Cynthia Camargo - Hôtel de Ville


***Place des Vosges
Antiga Place Royale foi a primeira praça urbana da França, construída no reinado de Henrique IV, em 1612.

Considerada uma das mais belas do mundo, tem a forma de um quadrado e conta com 36 casas idênticas, divididas igualmente entre os lados do quadrado.

Além de restaurantes, lá se encontra a casa de Victor Hugo, aberta ao público.


****Invalides
O Hôtel des Invalides construído entre 1671-1676, recebeu este nome porque foi concebido para abrigar soldados feridos quando a serviço do rei. Hoje é um Museu da Armada Francesa.

Abaixo da cúpula (estilo Luis XIV) está o mausoléu de Napoleão Bonaparte. É possível avistar está cúpula, em ouro, de qualquer lugar da cidade.


*****Val-de-Grâce
Considerada por muitos como um dos maiores exemplos de arquitetura barroca. Fundada em 1621, a então rainha regente Ana da Áustria, viúva de Louis XIII e mãe de Louis XIV ordena que a igreja seja toda reformulada em homenagem dela a Nossa Senhora. A reconstrução vai de 1645 até 1667. A cúpula de Val-de-Grâce é um dos cartões postais de Paris.

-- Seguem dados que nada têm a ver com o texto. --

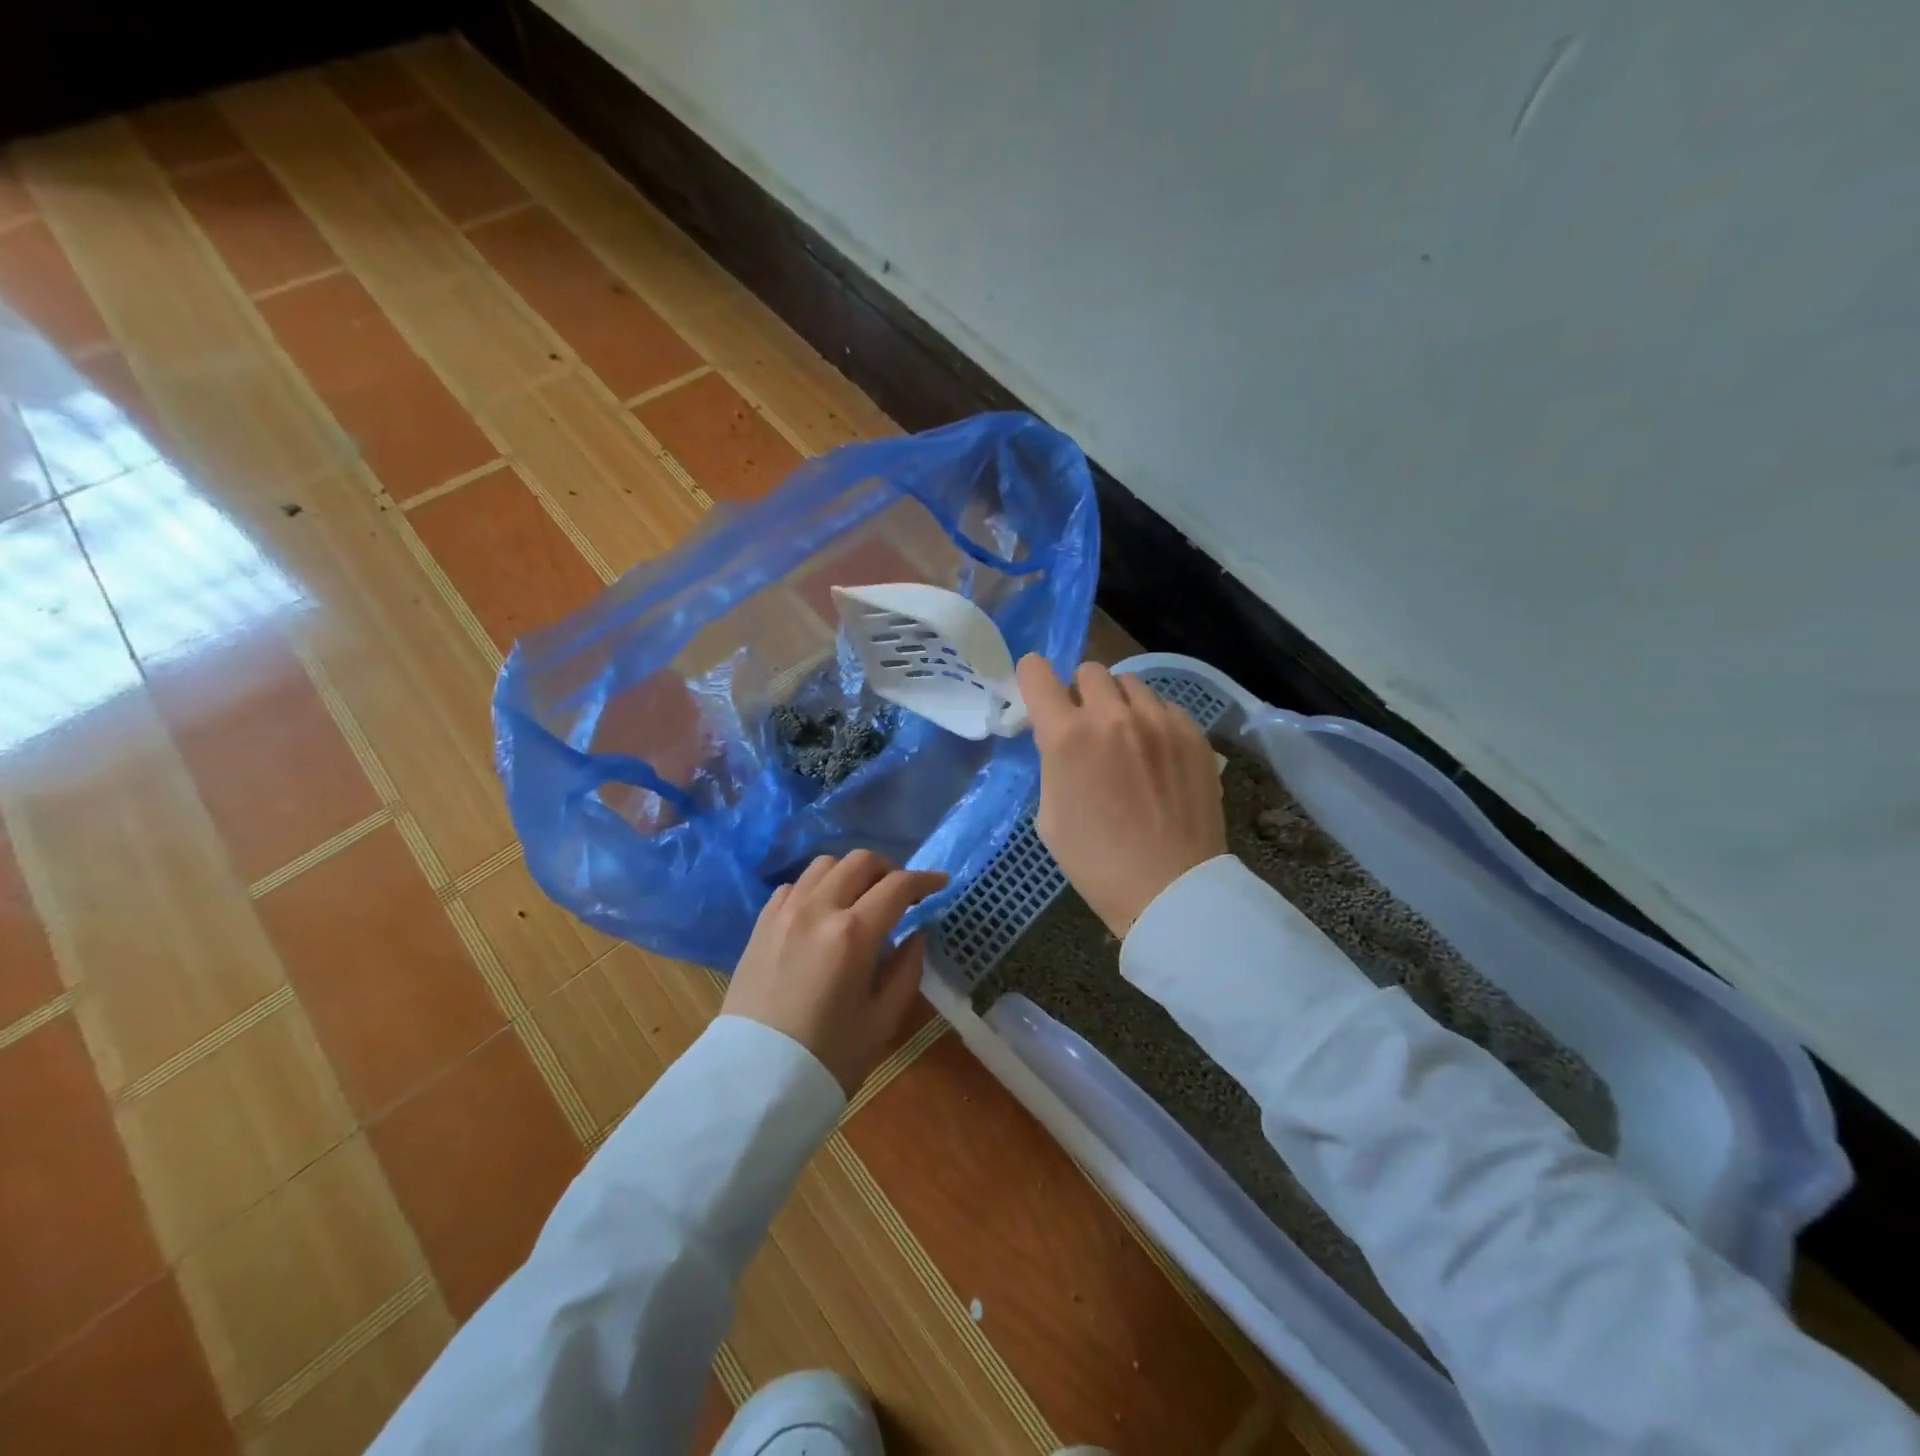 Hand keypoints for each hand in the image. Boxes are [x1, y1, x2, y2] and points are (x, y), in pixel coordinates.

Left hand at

****** Igreja de Saint Sulpice
Ficou em evidência depois do filme "O Código da Vinci ", de Dan Brown. Construída entre 1646 e 1870 possui duas particularidades interessantes:

O seu gnômon - Uma coluna que marca a hora do dia ao projetar sua sombra; um sistema desenvolvido para determinar os equinócios;
Meridiano de Paris utilizado como ponto de origem para calcular a longitude até 1884, quando foi substituído pelo Meridiano de Greenwich.

******Panthéon
Construído sob o reinado de Luis XV, no século XVIII, para ser uma igreja, mas que, por fim, tornou-se, em 1885, o mausoléu de grandes homens como Voltaire e Victor Hugo.

A construção tem em sua composição inúmeros estilos arquitetônicos que contam a sua história e mudanças de sua finalidade ao longo do tempo.
Lá também se encontra o pêndulo de Foucault, conhecido como instrumento que prova que a Terra gira.
http://www.monuments-nationaux.fr/



*******Place Vendôme
A praça mais chique do mundo tema forma de um polígono. Construída em 1686 sob o reinado de Luis XIV para alojar a estátua do soberano sobre um cavalo.

Em 1815 a escultura deu lugar a outra, do imperador Napoleão Bonaparte sob um pilar romano. Este pilar foi feito com o derretimento do bronze de 1.500 canhões usados na batalha de Austerlitz.

********* Escola de Medicina




**********La Bourse
Em Paris, hoje em dia não há um espaço físico para a bolsa de valores. A que Victor Hugo que se refere pode ser a última sede da bolsa, o Palais Brongniart, construído em 1807 em estilo corinto.

Fica aqui uma sugestão de roteiro de Victor Hugo para descobrir as mil e uma faces da cidade de mil anos!